The “full of scorpions” scene was accompanied by three of the cast climbing the back wall of the theatre using rings, splaying themselves across the scenery like flies on a wall; yet spectacular images such as this were always accompanied by other members of the ensemble filling out the composition with more subtle actions in another part of the stage. Heightened by Robert Balinski’s emotive lighting palette, the company created rich visual compositions with detail that would doubtless repay repeated viewings. The point perhaps, however, was that one had no time to identity all the elements of the piece: it was the overall effect, of a beautiful and mystical story, that was important.

The production closed on a solemn note.

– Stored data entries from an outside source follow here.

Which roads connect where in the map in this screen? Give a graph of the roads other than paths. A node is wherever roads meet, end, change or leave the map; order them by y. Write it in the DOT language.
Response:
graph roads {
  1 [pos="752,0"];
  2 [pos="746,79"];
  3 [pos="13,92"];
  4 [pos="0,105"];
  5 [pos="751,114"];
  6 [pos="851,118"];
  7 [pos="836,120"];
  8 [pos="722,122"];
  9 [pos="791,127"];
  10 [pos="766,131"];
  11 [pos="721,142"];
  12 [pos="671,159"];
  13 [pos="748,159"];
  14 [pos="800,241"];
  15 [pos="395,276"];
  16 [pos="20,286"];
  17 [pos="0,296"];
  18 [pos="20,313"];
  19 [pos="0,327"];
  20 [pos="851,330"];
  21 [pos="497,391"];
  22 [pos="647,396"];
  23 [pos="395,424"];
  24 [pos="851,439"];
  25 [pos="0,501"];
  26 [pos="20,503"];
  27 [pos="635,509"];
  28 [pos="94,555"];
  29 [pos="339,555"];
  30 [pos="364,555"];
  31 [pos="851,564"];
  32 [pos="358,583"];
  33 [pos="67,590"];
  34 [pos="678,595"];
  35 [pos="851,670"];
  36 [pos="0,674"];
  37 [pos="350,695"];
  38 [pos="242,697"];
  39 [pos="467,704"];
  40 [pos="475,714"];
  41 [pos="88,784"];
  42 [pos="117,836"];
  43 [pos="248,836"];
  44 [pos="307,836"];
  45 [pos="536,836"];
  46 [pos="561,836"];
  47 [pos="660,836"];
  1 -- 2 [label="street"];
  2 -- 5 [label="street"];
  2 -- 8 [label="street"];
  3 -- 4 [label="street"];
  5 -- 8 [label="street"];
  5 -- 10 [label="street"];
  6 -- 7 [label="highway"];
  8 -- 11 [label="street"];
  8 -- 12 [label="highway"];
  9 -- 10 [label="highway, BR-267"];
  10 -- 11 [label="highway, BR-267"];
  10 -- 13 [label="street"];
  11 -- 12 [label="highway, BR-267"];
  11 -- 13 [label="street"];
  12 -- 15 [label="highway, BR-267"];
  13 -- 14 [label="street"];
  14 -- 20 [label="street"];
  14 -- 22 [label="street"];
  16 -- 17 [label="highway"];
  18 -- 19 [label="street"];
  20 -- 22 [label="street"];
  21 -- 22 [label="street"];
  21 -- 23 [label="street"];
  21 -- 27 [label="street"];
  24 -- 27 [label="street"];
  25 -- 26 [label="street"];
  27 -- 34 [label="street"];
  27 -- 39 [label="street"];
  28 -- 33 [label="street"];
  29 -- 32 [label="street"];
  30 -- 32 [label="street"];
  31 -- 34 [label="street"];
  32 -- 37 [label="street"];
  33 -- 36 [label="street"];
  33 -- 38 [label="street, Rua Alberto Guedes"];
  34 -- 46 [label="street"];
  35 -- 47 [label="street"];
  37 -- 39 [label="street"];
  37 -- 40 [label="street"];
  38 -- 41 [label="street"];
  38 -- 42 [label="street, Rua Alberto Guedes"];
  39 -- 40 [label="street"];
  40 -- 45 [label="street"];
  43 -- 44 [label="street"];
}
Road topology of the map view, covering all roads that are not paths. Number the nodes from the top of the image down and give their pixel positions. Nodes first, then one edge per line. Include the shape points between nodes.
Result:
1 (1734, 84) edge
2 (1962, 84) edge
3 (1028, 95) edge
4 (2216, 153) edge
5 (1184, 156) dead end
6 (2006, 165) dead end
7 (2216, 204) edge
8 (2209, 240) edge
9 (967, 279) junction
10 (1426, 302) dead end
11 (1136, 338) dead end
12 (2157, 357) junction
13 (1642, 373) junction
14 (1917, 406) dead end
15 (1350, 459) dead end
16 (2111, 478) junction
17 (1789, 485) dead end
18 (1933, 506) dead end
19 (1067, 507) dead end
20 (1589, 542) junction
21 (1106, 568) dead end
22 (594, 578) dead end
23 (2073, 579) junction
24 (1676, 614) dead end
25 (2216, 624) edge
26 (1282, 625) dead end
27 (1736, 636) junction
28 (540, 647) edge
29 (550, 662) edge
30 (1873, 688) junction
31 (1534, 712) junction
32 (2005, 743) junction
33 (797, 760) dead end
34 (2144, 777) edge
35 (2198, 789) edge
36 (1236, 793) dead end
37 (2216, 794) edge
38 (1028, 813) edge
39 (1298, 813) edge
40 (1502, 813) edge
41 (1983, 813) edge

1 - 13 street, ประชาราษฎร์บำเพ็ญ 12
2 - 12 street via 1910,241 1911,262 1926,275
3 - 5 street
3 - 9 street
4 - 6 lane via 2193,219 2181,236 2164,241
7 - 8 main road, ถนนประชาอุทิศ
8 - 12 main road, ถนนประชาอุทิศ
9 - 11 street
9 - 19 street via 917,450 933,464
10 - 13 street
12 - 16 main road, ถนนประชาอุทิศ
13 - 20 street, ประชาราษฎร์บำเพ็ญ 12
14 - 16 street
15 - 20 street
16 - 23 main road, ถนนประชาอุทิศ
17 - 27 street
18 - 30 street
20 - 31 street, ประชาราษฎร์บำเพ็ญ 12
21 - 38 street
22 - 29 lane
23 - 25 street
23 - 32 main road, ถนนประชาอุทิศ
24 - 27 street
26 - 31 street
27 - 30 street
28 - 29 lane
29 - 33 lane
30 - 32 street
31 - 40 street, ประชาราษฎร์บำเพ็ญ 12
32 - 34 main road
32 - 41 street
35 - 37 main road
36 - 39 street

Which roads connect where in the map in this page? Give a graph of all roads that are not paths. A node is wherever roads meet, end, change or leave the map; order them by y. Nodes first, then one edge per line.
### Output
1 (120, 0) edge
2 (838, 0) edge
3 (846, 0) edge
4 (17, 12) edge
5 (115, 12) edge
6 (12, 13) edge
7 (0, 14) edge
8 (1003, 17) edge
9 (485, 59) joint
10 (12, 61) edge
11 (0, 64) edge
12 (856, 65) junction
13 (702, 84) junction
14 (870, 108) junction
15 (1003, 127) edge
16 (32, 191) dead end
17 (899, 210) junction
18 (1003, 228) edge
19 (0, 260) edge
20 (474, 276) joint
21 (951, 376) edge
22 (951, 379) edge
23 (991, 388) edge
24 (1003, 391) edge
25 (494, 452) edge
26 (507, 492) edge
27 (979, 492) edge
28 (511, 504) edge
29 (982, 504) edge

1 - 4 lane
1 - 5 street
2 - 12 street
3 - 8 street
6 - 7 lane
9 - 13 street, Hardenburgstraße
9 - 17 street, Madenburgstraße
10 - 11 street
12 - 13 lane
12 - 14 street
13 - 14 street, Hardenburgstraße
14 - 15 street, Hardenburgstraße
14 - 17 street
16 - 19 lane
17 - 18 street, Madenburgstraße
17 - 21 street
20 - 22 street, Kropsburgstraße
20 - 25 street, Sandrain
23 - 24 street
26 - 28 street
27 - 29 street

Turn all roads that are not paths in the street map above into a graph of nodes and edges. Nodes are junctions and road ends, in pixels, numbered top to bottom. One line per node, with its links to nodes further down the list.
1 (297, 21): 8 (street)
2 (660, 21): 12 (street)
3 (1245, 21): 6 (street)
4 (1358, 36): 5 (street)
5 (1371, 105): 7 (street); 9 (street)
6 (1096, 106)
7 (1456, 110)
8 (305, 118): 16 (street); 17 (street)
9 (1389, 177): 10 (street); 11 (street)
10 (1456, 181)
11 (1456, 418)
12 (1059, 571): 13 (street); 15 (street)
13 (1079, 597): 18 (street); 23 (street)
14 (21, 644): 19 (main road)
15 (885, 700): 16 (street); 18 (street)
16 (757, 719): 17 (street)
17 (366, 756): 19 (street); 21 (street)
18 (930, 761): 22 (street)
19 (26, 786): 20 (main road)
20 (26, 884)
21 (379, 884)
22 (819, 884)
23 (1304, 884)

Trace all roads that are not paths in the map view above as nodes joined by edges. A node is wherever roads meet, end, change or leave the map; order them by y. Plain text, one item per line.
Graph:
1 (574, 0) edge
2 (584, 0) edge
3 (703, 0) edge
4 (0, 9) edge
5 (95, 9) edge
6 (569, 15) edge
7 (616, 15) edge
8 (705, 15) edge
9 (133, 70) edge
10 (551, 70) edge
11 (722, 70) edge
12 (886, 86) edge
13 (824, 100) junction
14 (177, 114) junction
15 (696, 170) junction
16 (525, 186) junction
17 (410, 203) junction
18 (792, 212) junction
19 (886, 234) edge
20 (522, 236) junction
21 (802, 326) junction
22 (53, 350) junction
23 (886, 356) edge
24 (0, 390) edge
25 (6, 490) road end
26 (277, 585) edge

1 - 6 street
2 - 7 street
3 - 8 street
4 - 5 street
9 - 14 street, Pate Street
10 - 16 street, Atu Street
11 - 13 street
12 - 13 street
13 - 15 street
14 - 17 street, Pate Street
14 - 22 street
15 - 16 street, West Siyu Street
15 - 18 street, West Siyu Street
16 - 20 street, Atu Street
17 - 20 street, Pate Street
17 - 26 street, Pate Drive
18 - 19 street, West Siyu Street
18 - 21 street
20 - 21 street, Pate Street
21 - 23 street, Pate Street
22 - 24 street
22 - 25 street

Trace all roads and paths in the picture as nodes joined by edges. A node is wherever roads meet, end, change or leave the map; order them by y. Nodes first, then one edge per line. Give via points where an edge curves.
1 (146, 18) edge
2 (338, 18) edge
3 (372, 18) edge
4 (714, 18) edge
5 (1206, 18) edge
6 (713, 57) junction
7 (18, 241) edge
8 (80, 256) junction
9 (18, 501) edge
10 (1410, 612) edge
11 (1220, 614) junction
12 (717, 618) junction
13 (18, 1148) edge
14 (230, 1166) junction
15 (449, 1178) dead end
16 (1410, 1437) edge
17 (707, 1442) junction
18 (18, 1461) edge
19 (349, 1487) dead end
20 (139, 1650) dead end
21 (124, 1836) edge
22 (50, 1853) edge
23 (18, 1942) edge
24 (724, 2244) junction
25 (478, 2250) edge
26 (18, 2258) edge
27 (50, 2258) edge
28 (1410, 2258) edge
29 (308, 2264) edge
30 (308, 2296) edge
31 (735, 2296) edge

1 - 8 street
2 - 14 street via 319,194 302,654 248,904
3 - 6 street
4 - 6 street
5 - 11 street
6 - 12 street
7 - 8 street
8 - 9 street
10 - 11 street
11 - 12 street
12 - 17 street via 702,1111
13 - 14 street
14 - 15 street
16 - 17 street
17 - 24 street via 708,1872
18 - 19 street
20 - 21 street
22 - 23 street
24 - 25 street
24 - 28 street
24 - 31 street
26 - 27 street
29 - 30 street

Lady Macbeth cradled her dead husband, screaming and wailing, while Macduff knelt at the far end of the stage, sobbing at the enormity of his actions. A full blackout fell, leaving only a single candle burning. Macduff picked up the candle, his disembodied head and hand moving across the stage, and took it to the Macbeths, illuminating Macbeth’s face in flickering light. He then blew out the candle, plunging the world of the play into darkness. As the blackout lingered, the kayagum continued to play, its music becoming ever slower as the production receded into infinite black of death. Applause seemed trite after such a complete ending; it’s a production that I feel hugely privileged to have seen, and one that will stay with me for a long time.